Demand for the biggest game in the small club’s history was so great that the queue to the clubhouse snaked for as far as the eye could see down Cherrywood Road on Tuesday morning.
Now many fans are angry at the way the club has handled the ticketing of the big match and have vowed never to watch Boro again.
Many were turned away at 1pm having been told that all 5,235 tickets had been snapped up, only three hours after they went on general sale.
They were left to fight it out on the phone in the hope of getting one of 1,000 further tickets made available through online ticket company Ticketmaster yesterday (Thursday).
“I think it is a disgrace,” said Keith Boyd, who takes his two sons to every Farnborough home game.
“I queued from 9am until 1pm only to be told that there were no more tickets available. I’d like to know where all of these tickets have gone.”
The eagerly awaited ticket details were announced last Friday with the news that tickets would be limited to four per person.
Season ticket holders had their tickets reserved, while supporters club members and fans who travelled to Darlington in the last round were able to buy their tickets on Monday.
The remaining 1,500 tickets went on general sale on Tuesday, with fans queuing from the early hours in the hope of getting in to the big match. The club originally planned to sell tickets on Wednesday as well.
Any left unsold would then have been passed on to Ticketmaster.
The decision to give priority to the 400 supporters who made the long trip to the north east was not in dispute. But some fans questioned the decision to allow them to buy four each, leaving many other loyal supporters disappointed.
Tony Dyne, from Blackwater, said: “I went to the West Ham game ten years ago. I think this is an absolute disgrace though. I queued for four hours in the cold only to be turned away.
“There were disabled people in that queue — and I know that they are not all fans but they are the local community.
“There is other good local football to go and see though, so perhaps I may not be going back there for a while.”
Spencer Rossiter, who has lived in the town all his life, said he was very angry and claimed the club had not shown common sense or courtesy.
“People like myself were left for several hours when the people distributing the tickets knew very early in the day that demand for tickets far outweighed availability.
“It should have been the duty of the club to make an announcement very early in the day that people could be disappointed.”
Mr Rossiter also criticised the club’s organisation, with only one woman in the ticket office taking money and handing out the tickets.
“The staffing they had was woefully inadequate to provide such a demand. I estimate that my queuing time would have been over four hours should I have made it inside the building.
“It saddens me to say that I will never again support the club after the way they have treated their fans.”

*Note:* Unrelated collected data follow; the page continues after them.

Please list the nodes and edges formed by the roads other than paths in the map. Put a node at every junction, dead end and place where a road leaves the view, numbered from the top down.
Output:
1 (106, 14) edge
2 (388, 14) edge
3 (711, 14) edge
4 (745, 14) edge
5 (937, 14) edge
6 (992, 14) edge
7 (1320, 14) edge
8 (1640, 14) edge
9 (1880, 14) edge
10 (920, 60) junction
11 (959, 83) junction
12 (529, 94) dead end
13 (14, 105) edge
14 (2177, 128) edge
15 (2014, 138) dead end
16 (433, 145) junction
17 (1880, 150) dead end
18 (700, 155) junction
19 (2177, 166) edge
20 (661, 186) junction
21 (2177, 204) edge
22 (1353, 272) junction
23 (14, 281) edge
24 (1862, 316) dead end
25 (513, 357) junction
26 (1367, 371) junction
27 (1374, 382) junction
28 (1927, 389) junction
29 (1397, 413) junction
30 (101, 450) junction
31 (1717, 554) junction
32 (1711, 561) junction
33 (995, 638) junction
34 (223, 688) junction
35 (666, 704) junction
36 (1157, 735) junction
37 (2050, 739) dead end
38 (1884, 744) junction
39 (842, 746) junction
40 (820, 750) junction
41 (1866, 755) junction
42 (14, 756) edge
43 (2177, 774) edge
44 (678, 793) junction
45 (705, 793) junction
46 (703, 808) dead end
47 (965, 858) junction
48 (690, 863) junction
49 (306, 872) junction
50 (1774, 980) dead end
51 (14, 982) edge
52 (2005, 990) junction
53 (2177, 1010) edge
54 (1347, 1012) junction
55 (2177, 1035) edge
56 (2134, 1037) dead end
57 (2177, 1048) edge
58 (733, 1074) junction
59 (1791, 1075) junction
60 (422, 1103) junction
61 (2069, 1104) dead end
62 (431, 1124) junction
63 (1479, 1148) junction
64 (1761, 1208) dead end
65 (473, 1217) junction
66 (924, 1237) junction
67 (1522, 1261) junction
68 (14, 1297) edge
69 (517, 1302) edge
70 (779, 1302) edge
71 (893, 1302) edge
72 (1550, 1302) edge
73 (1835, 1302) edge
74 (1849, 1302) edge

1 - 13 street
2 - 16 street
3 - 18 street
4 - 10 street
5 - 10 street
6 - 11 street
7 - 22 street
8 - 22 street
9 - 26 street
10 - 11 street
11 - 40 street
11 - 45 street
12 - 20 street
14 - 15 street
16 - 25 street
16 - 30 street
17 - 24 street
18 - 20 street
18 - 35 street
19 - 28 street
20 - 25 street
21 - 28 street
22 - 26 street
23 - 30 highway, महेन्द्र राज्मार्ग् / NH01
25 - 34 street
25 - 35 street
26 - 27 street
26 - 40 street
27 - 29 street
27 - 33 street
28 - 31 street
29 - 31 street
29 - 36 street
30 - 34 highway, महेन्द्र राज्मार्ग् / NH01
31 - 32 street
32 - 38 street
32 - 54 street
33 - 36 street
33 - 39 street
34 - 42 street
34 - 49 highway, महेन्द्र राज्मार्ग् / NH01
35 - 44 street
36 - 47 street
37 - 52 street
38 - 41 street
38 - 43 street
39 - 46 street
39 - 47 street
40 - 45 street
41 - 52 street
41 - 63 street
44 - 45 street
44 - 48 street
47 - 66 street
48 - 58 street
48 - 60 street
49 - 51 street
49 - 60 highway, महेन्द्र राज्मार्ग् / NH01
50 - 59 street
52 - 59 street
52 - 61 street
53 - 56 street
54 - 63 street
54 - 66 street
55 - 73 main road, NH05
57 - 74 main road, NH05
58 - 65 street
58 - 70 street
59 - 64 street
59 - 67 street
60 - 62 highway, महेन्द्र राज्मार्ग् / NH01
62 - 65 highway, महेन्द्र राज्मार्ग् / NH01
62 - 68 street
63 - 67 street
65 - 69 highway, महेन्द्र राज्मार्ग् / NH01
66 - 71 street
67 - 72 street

Hugh Foster was similarly enraged that those in the queue were not given any warning that tickets were at a premium.
“I was there for over three hours and there must have been almost 600 people behind me when we were told there were none left.
“It would only have required a little bit of effort from someone at the club because it was very cold.”
Club football secretary, Vince Williams, sympathised with those fans unable to see the biggest game in the club’s history.
“As far as we are concerned we have allocated the tickets as fairly as we could.
“It was always going to be difficult and I realise that many people who did not get a ticket will be disappointed, and that is why we made around 1,000 more tickets available.”